Rx for a healthy practice: Write it off?


How to avoid nonpayment pitfalls for a variety of unconventional services.

Pediatric coders are often caught, between doctors who don't want to impose a fee on a patient and an accounts receivable ledger that keeps them up at night. Before you write anything off, first find out if you can bill the parent.

The classic payment crisis scenario in pediatrics is the noncovered service, such as attention deficit disorder with hyperactivity (ADHD). Denials due to noncoverage should almost always be turned around and billed to the parent, billing experts say.

For example, the pediatrician sees a patient for ADHD, billing 99213 based on time, and lists ADHD (314.01) as the diagnosis. The insurance company denies the claim saying it's excluded from benefits due to the diagnosis. "In many cases, ADHD is a noncovered service," says Carol Edgerly, CPC, coder for Cle Elum Medical Center in Cle Elum, Wash. (4 physicians, 1 PA). "We do not normally write these off."

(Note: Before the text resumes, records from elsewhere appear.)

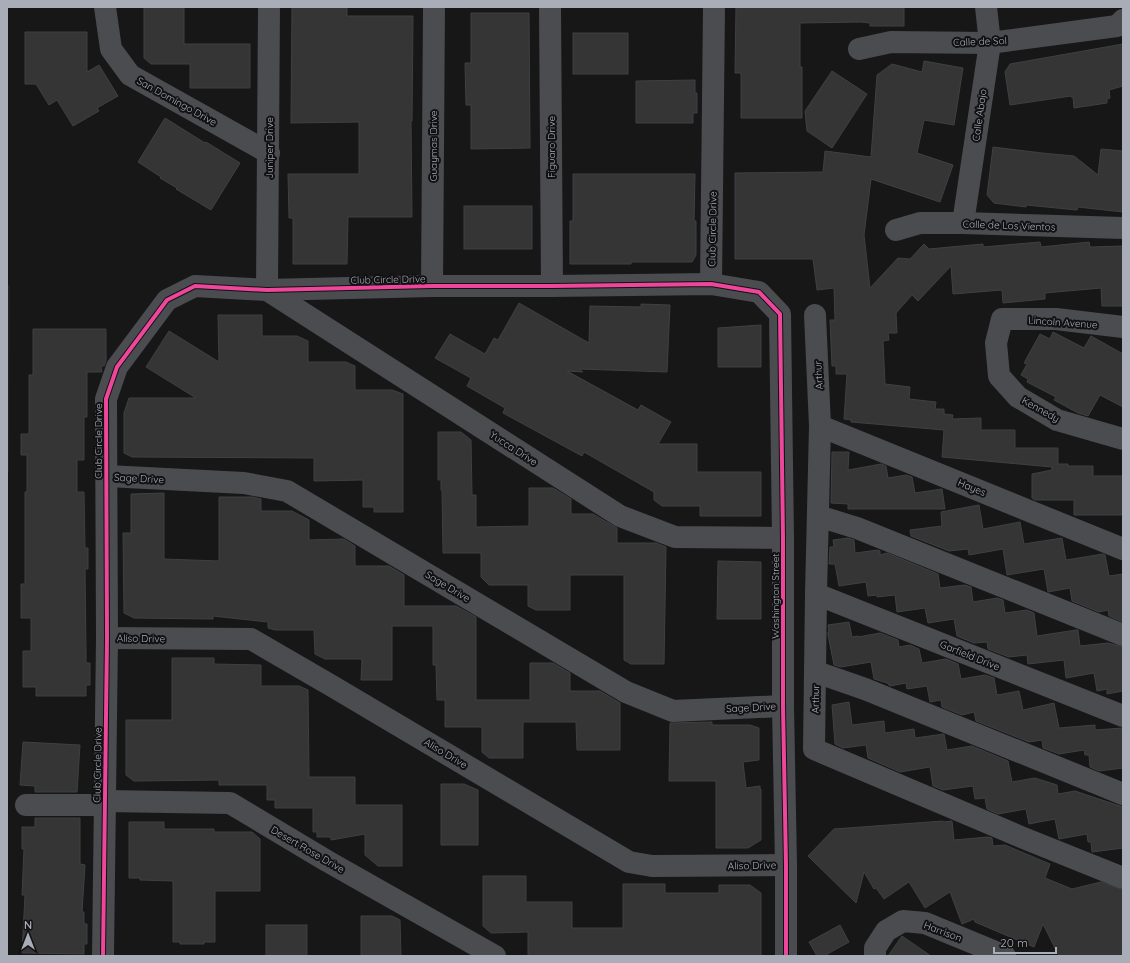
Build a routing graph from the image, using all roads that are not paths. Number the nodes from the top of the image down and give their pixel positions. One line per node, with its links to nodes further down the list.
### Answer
1 (105, 7): 10 (street, San Domingo Drive)
2 (269, 7): 10 (street, Juniper Drive)
3 (434, 7): 15 (street, Guaymas Drive)
4 (550, 7): 16 (street, Figuaro Drive)
5 (714, 7): 14 (street, Club Circle Drive)
6 (986, 7): 8 (street, Calle Abajo)
7 (1123, 20): 8 (street, Calle de Sol)
8 (990, 43): 9 (street, Calle de Sol); 11 (street, Calle Abajo)
9 (859, 50)
10 (269, 153): 17 (street, Juniper Drive)
11 (963, 223): 12 (street, Calle de Los Vientos); 13 (street, Calle de Los Vientos)
12 (1123, 228)
13 (896, 230)
14 (711, 284): 16 (street, Club Circle Drive); 25 (street, Washington Street)
15 (432, 286): 16 (street, Club Circle Drive); 17 (street, Club Circle Drive)
16 (552, 286)
17 (267, 290): 23 (street, Club Circle Drive); 25 (street, Yucca Drive)
18 (815, 315): 21 (street, Arthur)
19 (1002, 319): 20 (street, Lincoln Avenue); 22 (street, Kennedy)
20 (1123, 327)
21 (820, 426): 24 (street, Arthur); 26 (street, Hayes)
22 (1123, 439)
23 (107, 476): 29 (street, Club Circle Drive); 31 (street, Sage Drive)
24 (818, 516): 27 (street, Arthur); 28 (street)
25 (783, 538): 31 (street, Washington Street)
26 (1123, 549)
27 (816, 594): 30 (street, Arthur); 32 (street, Garfield Drive)
28 (1123, 635)
29 (107, 638): 34 (street, Club Circle Drive); 36 (street, Aliso Drive)
30 (816, 672): 33 (street); 37 (street, Arthur)
31 (783, 706): 36 (street, Washington Street)
32 (1123, 716)
33 (1123, 794)
34 (105, 803): 35 (street, Desert Rose Drive); 38 (street, Club Circle Drive); 39 (street, Desert Rose Drive)
35 (26, 805)
36 (786, 865): 40 (street, Washington Street)
37 (1123, 878)
38 (103, 956)
39 (496, 956)
40 (786, 956)
41 (875, 956): 42 (street, Harrison)
42 (1005, 956)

Denials due to "bundling" often have to be written off, says Edgerly. Denials due to deductible or copay requirements cannot be written off; the patient's portion must, by insurance contractual requirement, be billed to the patient.

Well and sick visits

A typical example of bundling is the well visit (9938x, 9939x) and the sick visit (99213, for example) with modifier -25, and a diagnosis code for the condition linked to 99213. While some companies pay for this combination (notably Aetna, see PCPS 7/05, 12/05), most deny it as bundled, paying only the well visit. You can't bill the patient for the sick part of the visit, because that E/M, with that ICD-9, is normally covered by the policy.

"We don't even bill both the well and sick visit," says Nelda Laskey, RHIT, coder for Siena Medical Clinic at St. Catherine's Hospital in Garden City, Kan. "Blue Cross just says, 'We pay for one but not for both,' and we'd have to write the sick visit off anyway," she says. Instead of creating an accounting problem with the write-offs, it's easier just not to bill this combination, she says. "But we do put both diagnoses on the well visit, with the secondary diagnosis being whatever the minor problem was that came up."

But don't be too hasty to write off-or not bill-the sick portion of a well-sick visit combination. "If there is adequate documentation of the sick portion, you could appeal it and they would probably pay it," says Edgerly. "You don't have to bill the patient if the insurance company denied the sick part as a bundled service. But I always appeal these if there's documentation. If it wasn't documented adequately, it shouldn't have been billed at all." If you shouldn't have billed it in the first place, it should be credited, as opposed to written off to charity or an insurance denial, says Edgerly.